== Segment start ==

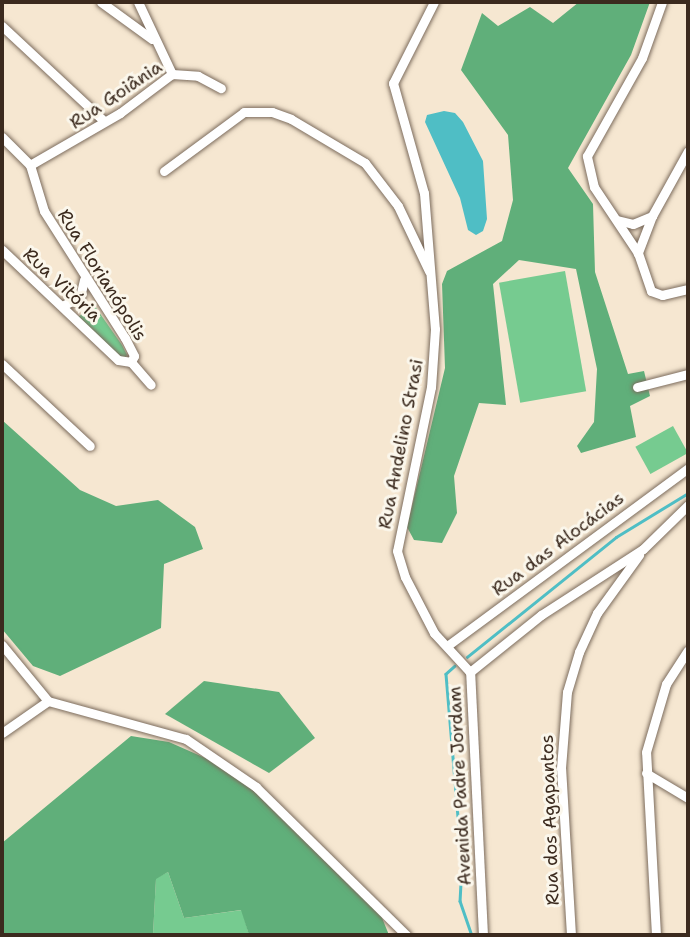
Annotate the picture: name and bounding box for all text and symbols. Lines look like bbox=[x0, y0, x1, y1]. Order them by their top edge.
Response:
street label: Rua Goiânia bbox=[66, 56, 166, 134]
street label: Rua Florianópolis bbox=[53, 205, 151, 345]
street label: Rua Vitória bbox=[19, 243, 105, 327]
street label: Rua Andelino Strasi bbox=[374, 357, 428, 531]
street label: Rua das Alocácias bbox=[488, 487, 628, 601]
street label: Avenida Padre Jordam bbox=[444, 686, 476, 886]
street label: Rua dos Agapantos bbox=[536, 734, 564, 906]

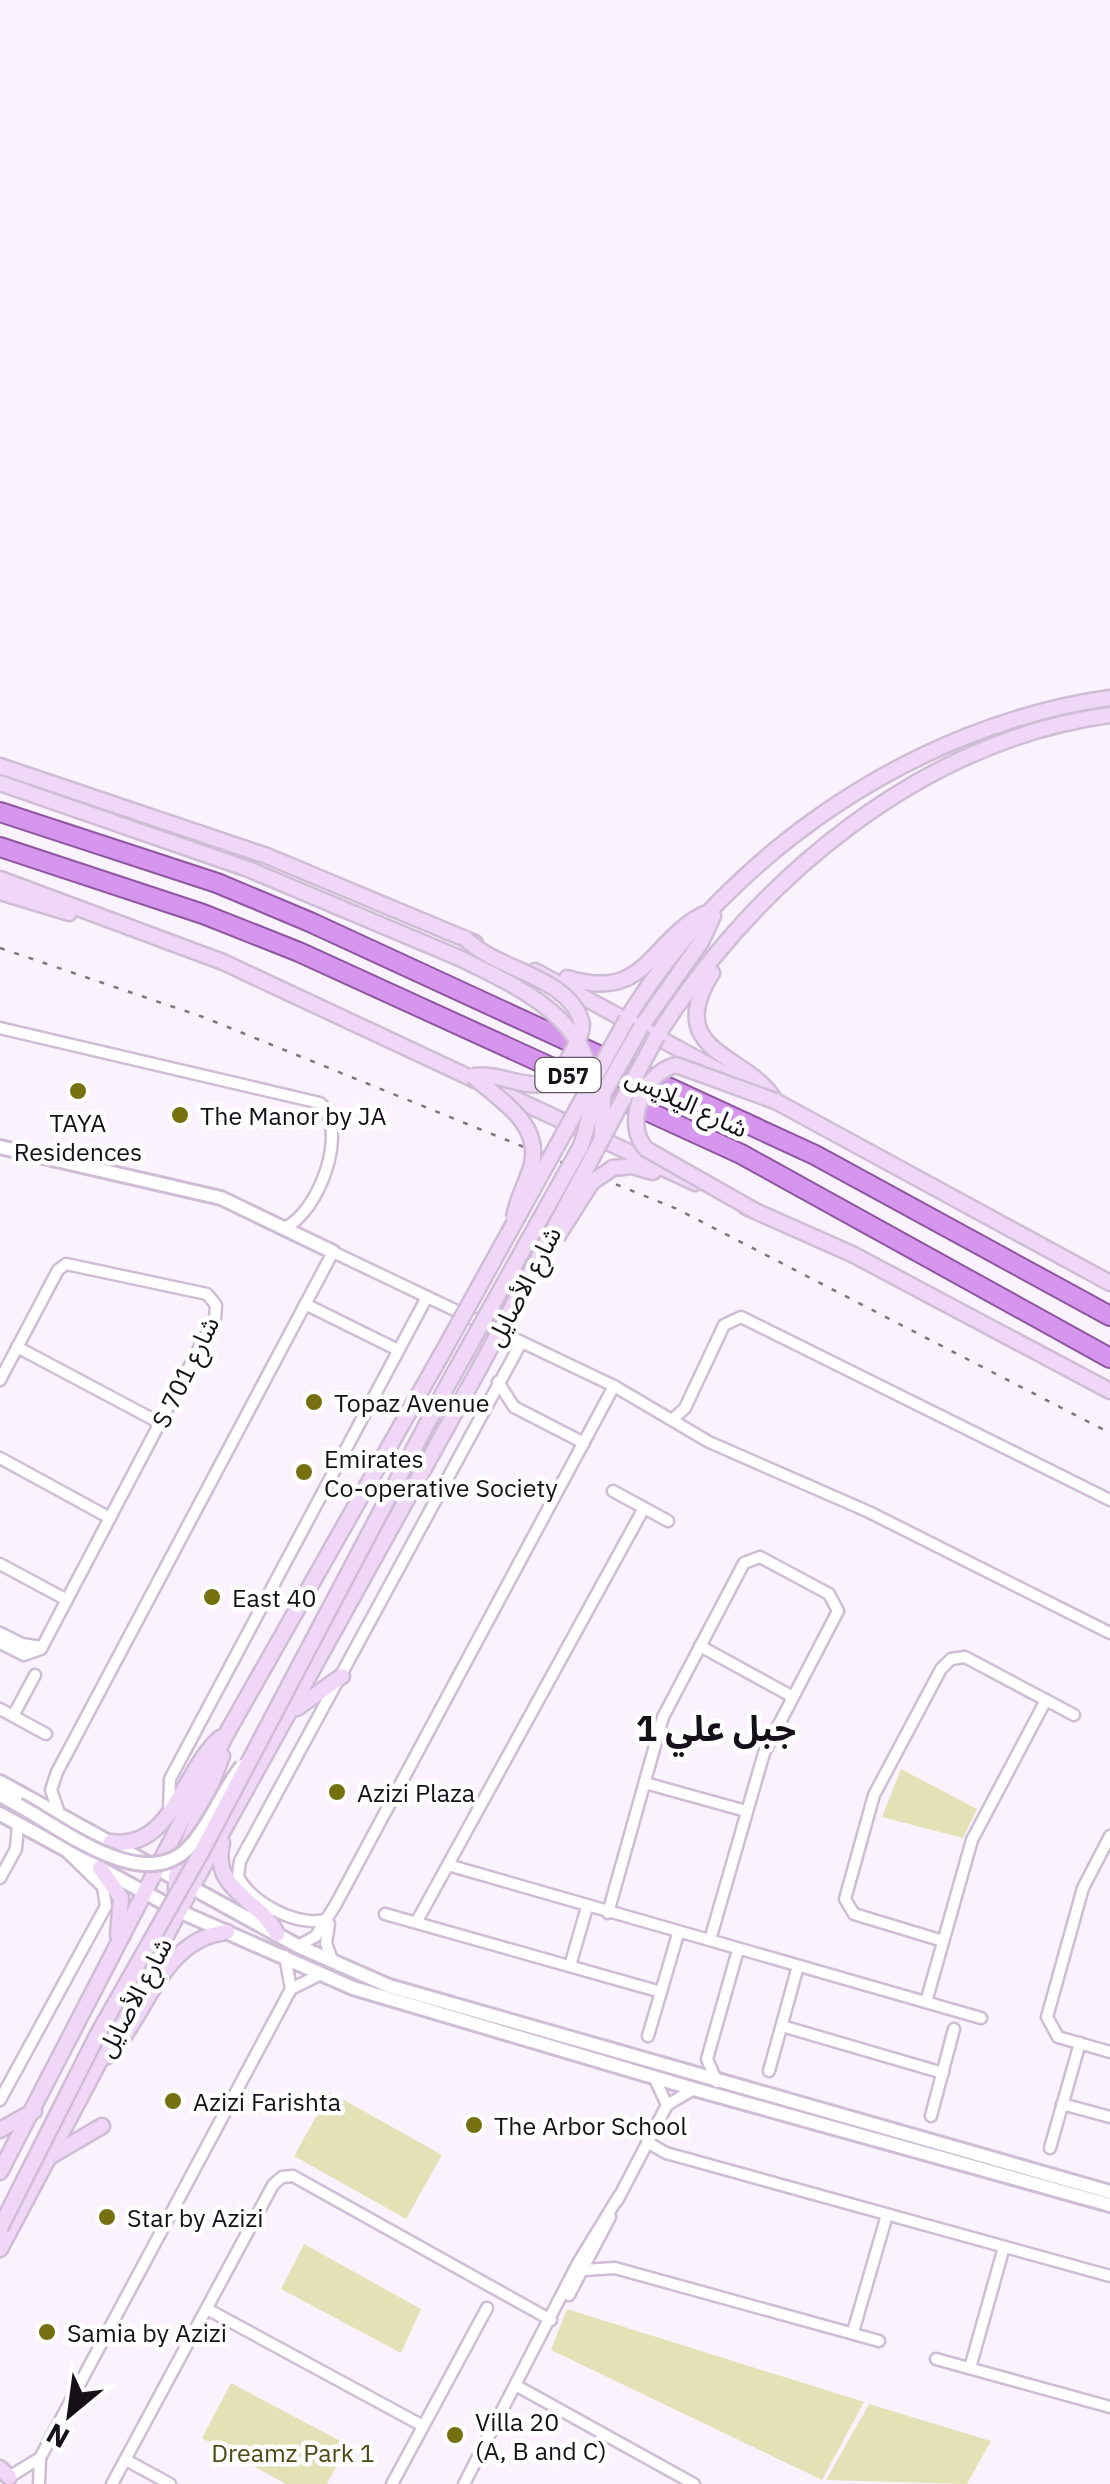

== Segment end ==

* _Your task_
Go through the data and return every word of it verbatim, leaving out the pictures.

* _Your solution_
Annotate the picture: name and bounding box for all text and symbols. Lines look like bbox=[x0, y0, x1, y1]. Order them by their top edge.
Response:
street label: Rua Goiânia bbox=[66, 56, 166, 134]
street label: Rua Florianópolis bbox=[53, 205, 151, 345]
street label: Rua Vitória bbox=[19, 243, 105, 327]
street label: Rua Andelino Strasi bbox=[374, 357, 428, 531]
street label: Rua das Alocácias bbox=[488, 487, 628, 601]
street label: Avenida Padre Jordam bbox=[444, 686, 476, 886]
street label: Rua dos Agapantos bbox=[536, 734, 564, 906]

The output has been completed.